Adam Goucher (USA) on the way to his sixth place finish in the men's short race (Mark Shearman) © Copyright
General News Fukuoka, Japan

USA benefits from a little planning

If the point needed demonstrating at all, Team USA showed in the last ever IAAF World Cross Country short race men's race (Sat 1 April) what can be achieved with a little bit of forethought and planning.

Led home by a buccaneering run from a resurgent Adam Goucher, who placed sixth, the Americans claimed fifth place in the team event.

"When you say something, you hope it happens," said 31-year-old Goucher.
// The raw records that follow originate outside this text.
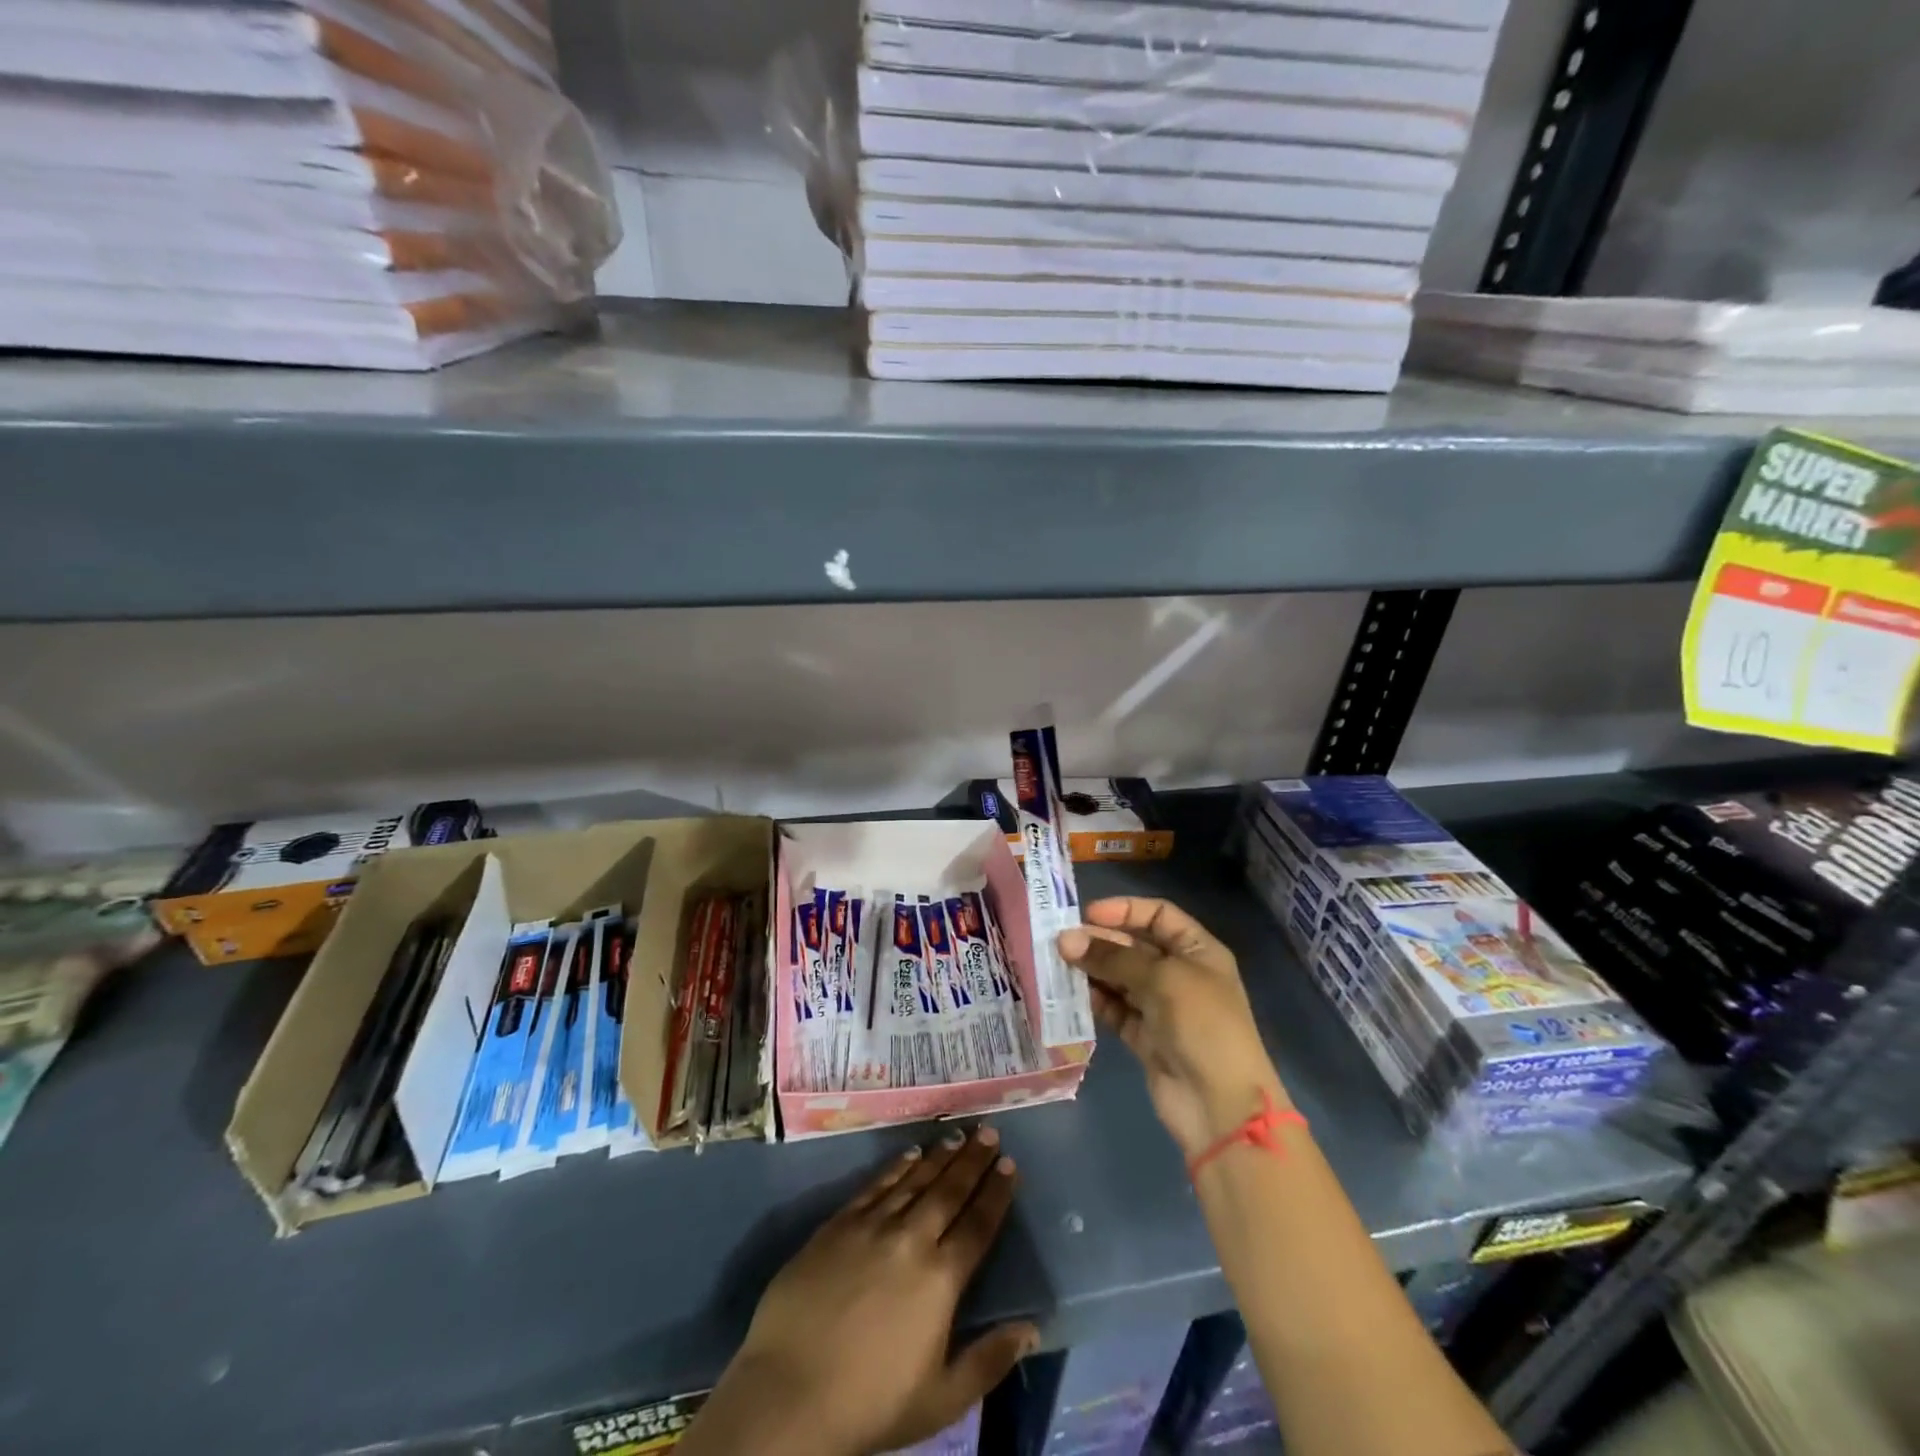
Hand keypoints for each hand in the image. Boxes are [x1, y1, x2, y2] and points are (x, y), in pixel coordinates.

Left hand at [687, 1127, 1036, 1455]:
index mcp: (940, 1279)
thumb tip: (1032, 1329)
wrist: (789, 1392)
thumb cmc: (870, 1403)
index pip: (978, 1225)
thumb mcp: (941, 1400)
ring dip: (939, 1156)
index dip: (996, 1193)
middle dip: (973, 1159)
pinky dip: (896, 1167)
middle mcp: (911, 1240)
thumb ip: (988, 1361)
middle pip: (949, 1191)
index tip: (1010, 1164)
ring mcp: (872, 1226)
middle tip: (989, 1131)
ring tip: (958, 1133)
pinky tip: (910, 1153)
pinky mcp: (838, 1224)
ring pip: (914, 1180)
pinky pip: (876, 1185)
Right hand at [1059, 897, 1286, 1158]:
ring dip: (1093, 969)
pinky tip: (1070, 993)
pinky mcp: (1145, 1036)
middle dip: (1101, 941)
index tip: (1088, 914)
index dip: (1125, 910)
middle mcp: (1180, 973)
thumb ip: (1112, 957)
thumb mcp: (1161, 979)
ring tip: (1058, 964)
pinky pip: (1115, 1009)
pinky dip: (1095, 1000)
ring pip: (1121, 977)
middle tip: (1061, 942)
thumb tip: (1065, 940)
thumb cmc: (1202, 1025)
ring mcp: (1162, 1007)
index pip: (1159, 915)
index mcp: (1198, 951)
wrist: (1220, 1105)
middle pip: (1135, 945)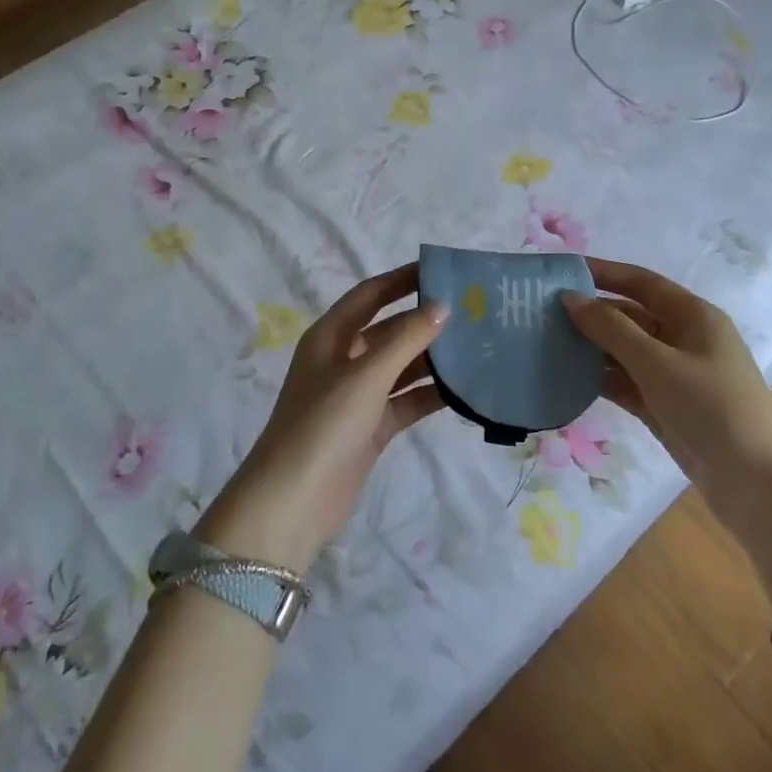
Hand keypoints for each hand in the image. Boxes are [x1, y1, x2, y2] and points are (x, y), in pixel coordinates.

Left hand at [195, 264, 448, 574]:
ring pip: (401, 366)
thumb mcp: (366, 375)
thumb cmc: (324, 424)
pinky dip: (430, 394)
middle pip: (389, 329)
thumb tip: (442, 306)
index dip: (402, 279)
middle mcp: (344, 359)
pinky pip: (406, 400)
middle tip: (471, 309)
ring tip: (478, 345)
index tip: (441, 270)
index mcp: (331, 336)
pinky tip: (464, 389)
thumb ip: (406, 339)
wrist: (293, 501)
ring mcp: (357, 394)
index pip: (370, 294)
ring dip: (433, 358)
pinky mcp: (371, 426)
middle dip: (424, 319)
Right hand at [562, 257, 771, 488]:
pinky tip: (566, 378)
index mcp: (693, 316)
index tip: (561, 271)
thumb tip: (570, 299)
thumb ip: (611, 329)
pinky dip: (600, 379)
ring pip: (624, 351)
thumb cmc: (712, 407)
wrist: (758, 484)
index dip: (602, 273)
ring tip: (544, 342)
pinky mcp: (666, 406)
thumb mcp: (658, 363)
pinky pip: (626, 382)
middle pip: (630, 316)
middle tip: (541, 311)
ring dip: (591, 347)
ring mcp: (675, 375)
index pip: (641, 282)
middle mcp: (684, 339)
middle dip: (590, 313)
"I was looking at the start list and I said to myself to run my race, and let it unfold, because people will die, and I just kept running hard."

"I felt good out there, especially when running against the fastest guys in the world. This was just awesome."

Goucher announced himself on the international cross country scene six years ago when he managed to win both the 4km and 12km races at the United States trials.

Goucher also won the 5000m race at the 2000 US Olympic trials, but the intervening years have not been kind to Goucher, who has struggled with injuries.

His return to form has coincided with a move to Oregon where he is now coached by Alberto Salazar, the past winner of the New York and Boston Marathons who, 24-years-ago when these championships were staged in Rome, won the silver medal over 12km behind Ethiopia's Mohammed Kedir.

Thus Goucher was able to borrow from his coach's experiences of mixing it with the Africans. And to good effect.

The Americans have also made this meeting something of a family affair. Goucher's wife, Kara, races in the women's 4km event today Sunday, together with Sara Hall, the wife of Ryan Hall.

>>UPDATE: Kara Goucher finished 21st, and Sara Hall was 26th<<

Following Adam Goucher's lead on Saturday, Ryan also managed to place in the top-20 over 4km, although he will not be so well placed to watch his wife racing, since he is also entered for the men's 12km event later in the day (Ryan Hall finished 43rd). In the 4km event, Jorge Torres (27th) and Daniel Lincoln (28th) closed in for the US men's team, which opted to target its better runners at the short race on this occasion.

"I wanted to double in order to get some experience running at this level," said Hall, the winner of the Chiba International race earlier in the cross country season.

"I am not thinking too much about the 12k, but rather the 4k, especially with that team as strong as it is."

The Americans also seemed to find the switchbacks of the Seaside Park course to their liking. "It's fast, as advertised," Goucher said. "It's a beautiful course and I really like it.

"It is a smooth, flowing course. It's not a bang-your-body-up type of course, but there are spots where it's a bit bumpy. It feels like a fast, grass track."

Hall agreed. "This is a course where you're gonna have to get out fast with the narrow spots. If you get stuck behind, it's going to be hard to make up ground."

Goucher's performance here suggests he will have his best track season for six years. "I feel like I am in the best shape I've ever been in. I feel confident in where I am in my training."